§ **Entries provided**:
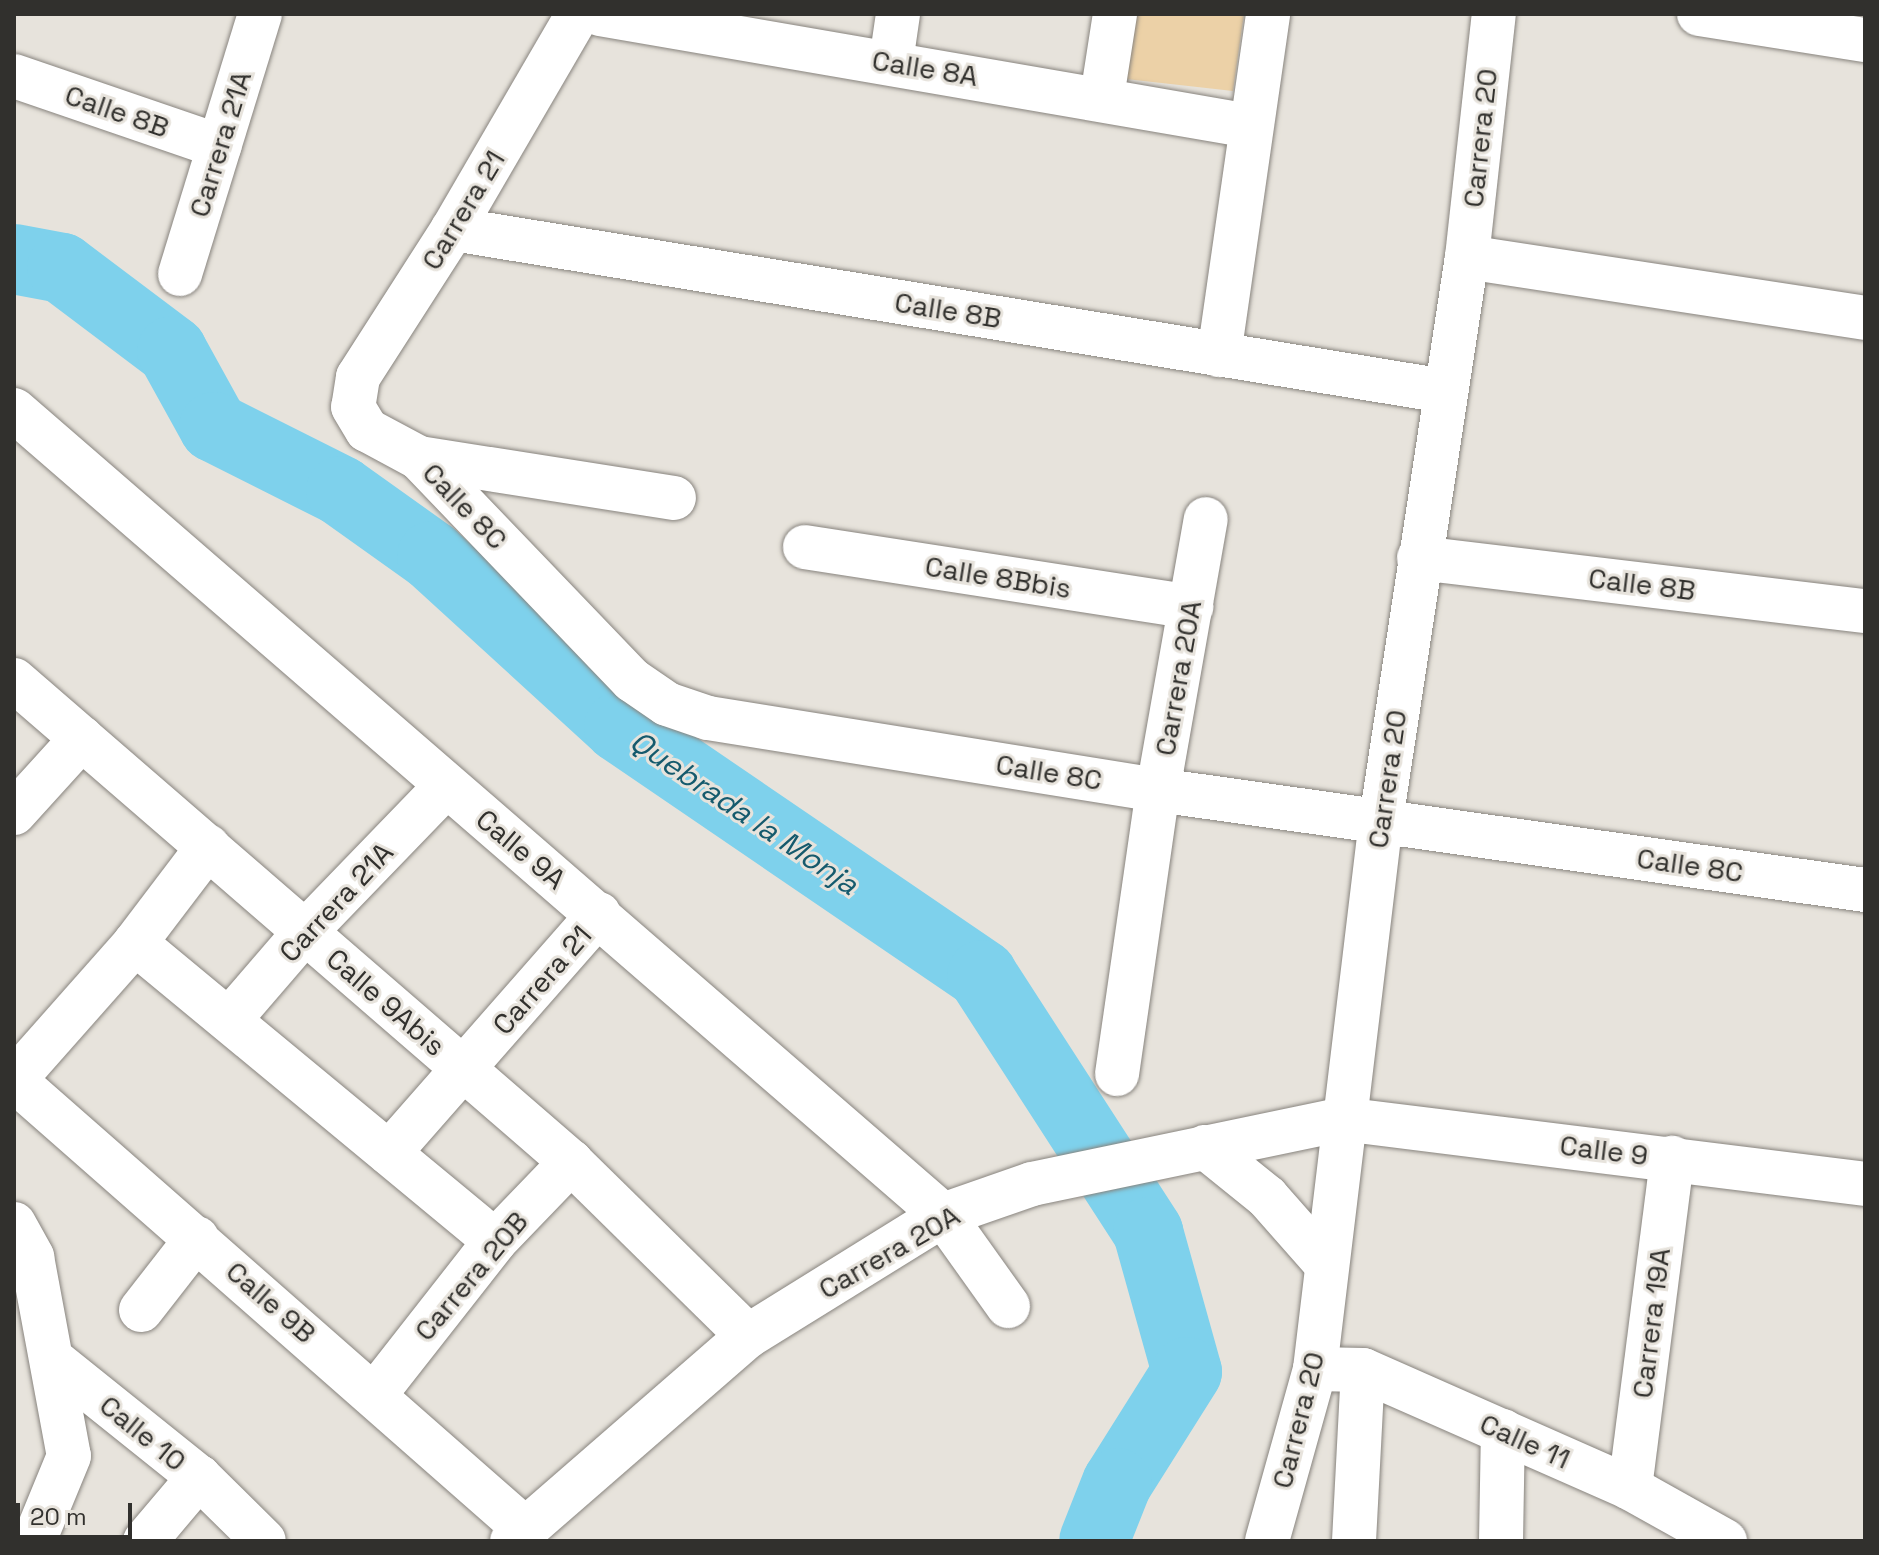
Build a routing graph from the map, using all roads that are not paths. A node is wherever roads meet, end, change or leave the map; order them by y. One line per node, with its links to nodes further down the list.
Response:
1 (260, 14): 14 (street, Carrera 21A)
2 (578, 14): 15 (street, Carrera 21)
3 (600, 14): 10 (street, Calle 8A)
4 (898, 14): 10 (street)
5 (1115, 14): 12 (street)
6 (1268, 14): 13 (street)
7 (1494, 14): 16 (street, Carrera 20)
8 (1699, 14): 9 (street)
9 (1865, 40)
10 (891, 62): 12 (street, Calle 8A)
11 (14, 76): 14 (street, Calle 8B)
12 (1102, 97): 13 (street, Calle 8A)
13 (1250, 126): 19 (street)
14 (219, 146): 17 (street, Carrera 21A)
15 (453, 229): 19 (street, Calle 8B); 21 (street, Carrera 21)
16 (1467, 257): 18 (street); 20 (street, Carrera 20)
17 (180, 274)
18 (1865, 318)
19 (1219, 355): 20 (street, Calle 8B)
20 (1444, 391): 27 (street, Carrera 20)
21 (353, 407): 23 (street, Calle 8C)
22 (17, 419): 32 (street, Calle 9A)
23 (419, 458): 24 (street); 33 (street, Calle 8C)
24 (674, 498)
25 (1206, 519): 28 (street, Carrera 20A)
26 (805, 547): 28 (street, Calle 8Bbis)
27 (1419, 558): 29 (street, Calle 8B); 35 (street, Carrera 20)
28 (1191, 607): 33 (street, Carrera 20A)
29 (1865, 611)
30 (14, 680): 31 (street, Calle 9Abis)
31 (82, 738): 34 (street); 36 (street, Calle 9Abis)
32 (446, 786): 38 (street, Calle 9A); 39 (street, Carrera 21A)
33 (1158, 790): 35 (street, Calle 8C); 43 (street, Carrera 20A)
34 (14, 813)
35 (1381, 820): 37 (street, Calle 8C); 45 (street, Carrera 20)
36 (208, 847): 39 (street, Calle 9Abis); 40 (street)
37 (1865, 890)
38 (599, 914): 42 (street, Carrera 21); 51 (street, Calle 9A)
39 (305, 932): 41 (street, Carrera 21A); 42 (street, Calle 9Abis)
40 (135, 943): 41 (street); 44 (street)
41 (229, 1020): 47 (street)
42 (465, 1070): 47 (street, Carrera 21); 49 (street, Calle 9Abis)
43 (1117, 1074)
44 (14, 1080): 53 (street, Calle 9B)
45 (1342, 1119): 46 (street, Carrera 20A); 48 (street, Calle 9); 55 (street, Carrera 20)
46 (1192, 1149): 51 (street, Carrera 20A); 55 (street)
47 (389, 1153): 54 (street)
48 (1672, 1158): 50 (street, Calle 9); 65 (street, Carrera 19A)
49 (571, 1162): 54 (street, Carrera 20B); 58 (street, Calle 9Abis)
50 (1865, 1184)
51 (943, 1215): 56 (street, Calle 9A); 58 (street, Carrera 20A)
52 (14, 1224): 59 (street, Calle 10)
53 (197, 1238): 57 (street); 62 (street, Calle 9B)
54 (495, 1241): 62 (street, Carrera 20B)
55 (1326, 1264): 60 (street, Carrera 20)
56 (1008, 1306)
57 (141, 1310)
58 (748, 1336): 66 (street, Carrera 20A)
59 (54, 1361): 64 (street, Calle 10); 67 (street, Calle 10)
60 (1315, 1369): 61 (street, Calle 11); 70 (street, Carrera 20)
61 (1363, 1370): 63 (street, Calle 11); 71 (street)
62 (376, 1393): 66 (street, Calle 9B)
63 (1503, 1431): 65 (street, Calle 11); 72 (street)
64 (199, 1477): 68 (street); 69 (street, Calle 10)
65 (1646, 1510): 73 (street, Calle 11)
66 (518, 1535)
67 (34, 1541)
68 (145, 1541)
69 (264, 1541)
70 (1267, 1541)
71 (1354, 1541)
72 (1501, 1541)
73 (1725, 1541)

§ **What you should do**:
Each entry above must be set down word for word; none of its pictures belong in the copy.

§ **Finished exercise**:
Build a routing graph from the map, using all roads that are not paths. A node is wherever roads meet, end, change or leave the map; order them by y. One line per node, with its links to nodes further down the list.
Response:
1 (260, 14): 14 (street, Carrera 21A)
2 (578, 14): 15 (street, Carrera 21)
3 (600, 14): 10 (street, Calle 8A)
4 (898, 14): 10 (street)
5 (1115, 14): 12 (street)
6 (1268, 14): 13 (street)
7 (1494, 14): 16 (street, Carrera 20)
8 (1699, 14): 9 (street)
9 (1865, 40)
10 (891, 62): 12 (street, Calle 8A)
11 (14, 76): 14 (street, Calle 8B)
12 (1102, 97): 13 (street, Calle 8A)
13 (1250, 126): 19 (street)
14 (219, 146): 17 (street, Carrera 21A)
15 (453, 229): 19 (street, Calle 8B); 21 (street, Carrera 21)
16 (1467, 257): 18 (street); 20 (street, Carrera 20)
17 (180, 274)
18 (1865, 318)
19 (1219, 355): 20 (street, Calle 8B)
20 (1444, 391): 27 (street, Carrera 20)
21 (353, 407): 23 (street, Calle 8C)
22 (17, 419): 32 (street, Calle 9A)
23 (419, 458): 24 (street); 33 (street, Calle 8C)
24 (674, 498)
25 (1206, 519): 28 (street, Carrera 20A)
26 (805, 547): 28 (street, Calle 8Bbis)
27 (1419, 558): 29 (street, Calle 8B); 35 (street, Carrera 20)
28 (1191, 607): 33 (street, Carrera 20A)
29 (1865, 611)
30 (14, 680): 31 (street, Calle 9Abis)
31 (82, 738): 34 (street); 36 (street, Calle 9Abis)
32 (446, 786): 38 (street, Calle 9A); 39 (street, Carrera 21A)
33 (1158, 790): 35 (street, Calle 8C); 43 (street, Carrera 20A)
34 (14, 813)
35 (1381, 820): 37 (street, Calle 8C); 45 (street, Carrera 20)
36 (208, 847): 39 (street, Calle 9Abis); 40 (street)
37 (1865, 890)
38 (599, 914): 42 (street, Carrera 21); 51 (street, Calle 9A)
39 (305, 932): 41 (street, Carrera 21A); 42 (street, Calle 9Abis)
40 (135, 943): 41 (street); 44 (street)
41 (229, 1020): 47 (street)
42 (465, 1070): 47 (street, Carrera 21); 49 (street, Calle 9Abis)
43 (1117, 1074)
44 (14, 1080): 53 (street, Calle 9B)
45 (1342, 1119): 46 (street, Carrera 20A); 48 (street, Calle 9); 55 (street, Carrera 20)
46 (1192, 1149): 51 (street, Carrera 20A); 55 (street)
47 (389, 1153): 54 (street)
48 (1672, 1158): 50 (street, Calle 9); 65 (street, Carrera 19A)
49 (571, 1162): 54 (street, Carrera 20B); 58 (street, Calle 9Abis)
50 (1865, 1184)
51 (943, 1215): 56 (street, Calle 9A); 58 (street, Carrera 20A)
52 (14, 1224): 59 (street, Calle 10)
53 (197, 1238): 57 (street); 62 (street, Calle 9B)
54 (495, 1241): 62 (street, Carrera 20B)
55 (1326, 1264): 60 (street, Carrera 20)
56 (1008, 1306)
57 (141, 1310)
58 (748, 1336): 66 (street, Carrera 20A)
59 (54, 1361): 64 (street, Calle 10); 67 (street, Calle 10)
60 (1315, 1369): 61 (street, Calle 11); 70 (street, Carrera 20)
61 (1363, 1370): 63 (street, Calle 11); 71 (street)
62 (376, 1393): 66 (street, Calle 9B)
63 (1503, 1431): 65 (street, Calle 11); 72 (street)
64 (199, 1477): 68 (street); 69 (street, Calle 10)
65 (1646, 1510): 73 (street, Calle 11)
66 (518, 1535)
67 (34, 1541)
68 (145, 1541)
69 (264, 1541)
70 (1267, 1541)
71 (1354, 1541)
72 (1501, 1541)
73 (1725, 1541)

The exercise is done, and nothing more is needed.